Overall, I think this is a great warranty for any rowing machine, but especially one in this price range.

Final Thoughts

Ok, that’s about all I got when it comes to the RW600 and when you put it all together, there’s a lot to like here.

Most folks agree the dual resistance system works well and I like that this rower allows you to adjust both the magnetic and air resistances separately.

I also like how easy this rower is to assemble and that it can easily fold away for storage.

The HD touchscreen console is likely the show stopper here, but NordicTrack’s warranty on this rower is equally impressive.

It would be nice to see a higher weight capacity, but smaller users shouldn’t have any issues with the RW600.

Based on the specs and features, I’d argue that this rower is priced fairly, especially considering there aren’t really any other streaming rowers in this price range.

There’s ProForm’s Pro R10, which you can get for free with a 3 year iFit commitment – it also comes with a 10″ touchscreen console, but it only uses a magnetic resistance and comes with a much shorter warranty.

There’s also Echelon’s Row, which is similarly priced and designed for streaming through Echelon’s platform – but it doesn’t even come with a console.

All things considered, I think the RW600 is easily the best streaming rowing machine $1k will get ya.


Will's a licensed physical therapist with over 15 years of experience treating patients from all backgrounds. He's been lifting weights and exercising in one form or another since middle school and has been working out in his own home gym for over a decade. When it comes to fitness equipment, there isn't much he hasn't tried. In his spare time, if he isn't writing or working out, he's likely playing basketball, watching movies, or hanging with his family.


  1. Although I appreciate your efforts, I would be more likely to believe your review if you knew how to properly use an erg. No real rower or erg user would ever pull the handle as high into their chest as you show at the top of your article. That is a recipe for disaster; that is, a back injury.

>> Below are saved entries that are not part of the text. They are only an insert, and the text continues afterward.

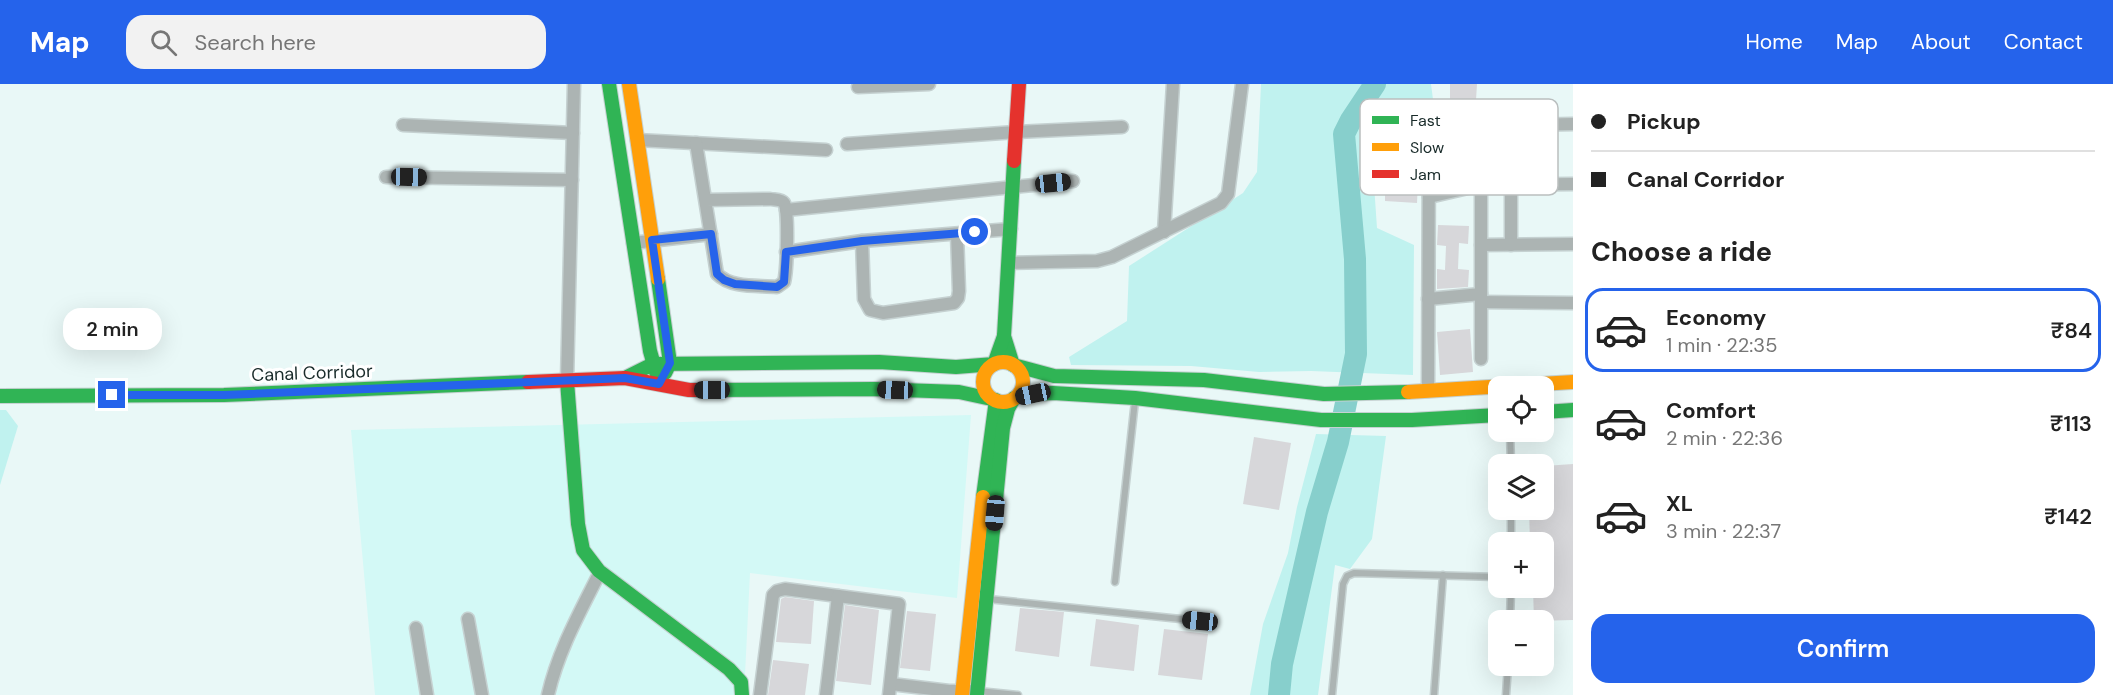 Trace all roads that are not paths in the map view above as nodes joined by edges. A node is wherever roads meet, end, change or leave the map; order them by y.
1 (574, 84) edge
2 (609, 84) edge
3 (629, 84) edge
4 (929, 84) edge
5 (1019, 84) edge
6 (1173, 84) edge
7 (1242, 84) edge
8 (858, 87) dead end
9 (1558, 124) edge
10 (1573, 124) edge
11 (403, 125) dead end
12 (1122, 127) dead end
13 (1017, 132) junction
14 (573, 133) junction
15 (637, 140) junction
16 (696, 143) junction
17 (847, 144) dead end
18 (825, 150) dead end
19 (386, 177) dead end
20 (572, 180) junction
21 (1073, 181) dead end
22 (1013, 187) junction
23 (1438, 195) edge
24 (1481, 195) edge
25 (1511, 195) edge
26 (1429, 197) joint
27 (706, 200) junction
28 (786, 210) junction
29 (1011, 229) junction
30 (1164, 232) junction
31 (711, 234) junction
32 (957, 234) junction
33 (652, 240) junction
34 (862, 241) junction
35 (633, 243) junction
36 (1573, 244) edge
37 (1481, 245) junction
38 (1511, 245) junction
39 (786, 252) junction
40 (1009, 263) junction
41 (1481, 298) junction
42 (1428, 299) junction
43 (1573, 303) edge
44 (1004, 336) junction
45 (1481, 359) dead end
46 (670, 363) junction
47 (653, 364) junction
48 (994, 364) junction
49 (1013, 365) junction
50 (625, 378) junction
51 (567, 381) junction
52 (1573, 382) edge
53 (659, 384) junction
54 (1428, 391) junction
55 (0, 396) edge
56 (1014, 398) junction
57 (1135, 398) junction
58 (996, 400) junction
59 (1573, 410) edge
60 (1554, 411) edge
61 (1488, 416) edge
62 (600, 572) junction
63 (1443, 575) junction
64 (1488, 577) edge
65 (1115, 582) dead end
66 (837, 596) junction
67 (987, 599) junction
68 (468, 619) dead end
69 (1200, 621) dead end
70 (416, 628) dead end
71 (1507, 676) edge
72 (890, 689) edge
73 (962, 693) edge
74 (977, 693) edge
75 (427, 695) edge
76 (482, 695) edge
77 (548, 695) edge
78 (742, 695) edge
79 (760, 695) edge
80 (826, 695) edge
81 (1018, 695) edge
82 (1332, 695) edge
83 (1434, 695) edge
84 (1506, 695) edge

1 - 14 street
2 - 35 street
3 - 15 street
4 - 8 street
5 - 13 street
6 - 30 street
7 - 30 street
9 - 10 street
11 - 14 street
12 - 13 street
13 - 17 street
13 - 22 street
14 - 20 street
15 - 16 street
15 - 33 street
16 - 18 street
16 - 27 street
19 - 20 street
20 - 51 street
21 - 22 street
22 - 28 street
22 - 29 street
23 - 26 street
24 - 37 street
25 - 38 street
26 - 42 street
27 - 28 street
27 - 31 street
28 - 39 street
29 - 32 street
29 - 40 street
30 - 40 street
31 - 33 street
31 - 39 street
32 - 34 street
32 - 34 street
33 - 35 street
33 - 46 street
34 - 39 street
35 - 47 street
36 - 38 street
37 - 38 street
37 - 41 street
40 - 44 street
41 - 42 street
41 - 43 street
41 - 45 street
42 - 54 street
44 - 48 street
44 - 49 street
46 - 47 street
46 - 48 street
46 - 53 street
47 - 50 street
47 - 53 street
48 - 49 street
48 - 58 street
49 - 54 street
49 - 56 street
50 - 51 street, Canal Corridor
50 - 53 street
51 - 55 street, Canal Corridor
51 - 62 street
52 - 54 street
53 - 58 street
56 - 57 street
56 - 58 street
56 - 67 street
57 - 61 street
57 - 65 lane
58 - 73 street
59 - 60 street
62 - 77 street
62 - 78 street
63 - 64 lane
63 - 82 lane
63 - 83 lane
66 - 72 street
66 - 79 street
66 - 80 street
67 - 69 lane
67 - 74 street
68 - 76 street
70 - 75 street
71 - 84 lane
72 - 73 street
73 - 74 street
74 - 81 lane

  2. Build quality and overall design of magnetic resistance is bad. Many complaints of feeling no difference between resistance levels.
    wobbly flywheels and manufactured distance of magnets do not provide constant magnetic field

    • Thanks for sharing, I’ve heard that some folks have had issues with having to adjust position of magnets to correct resistance settings… definitely something to consider before buying.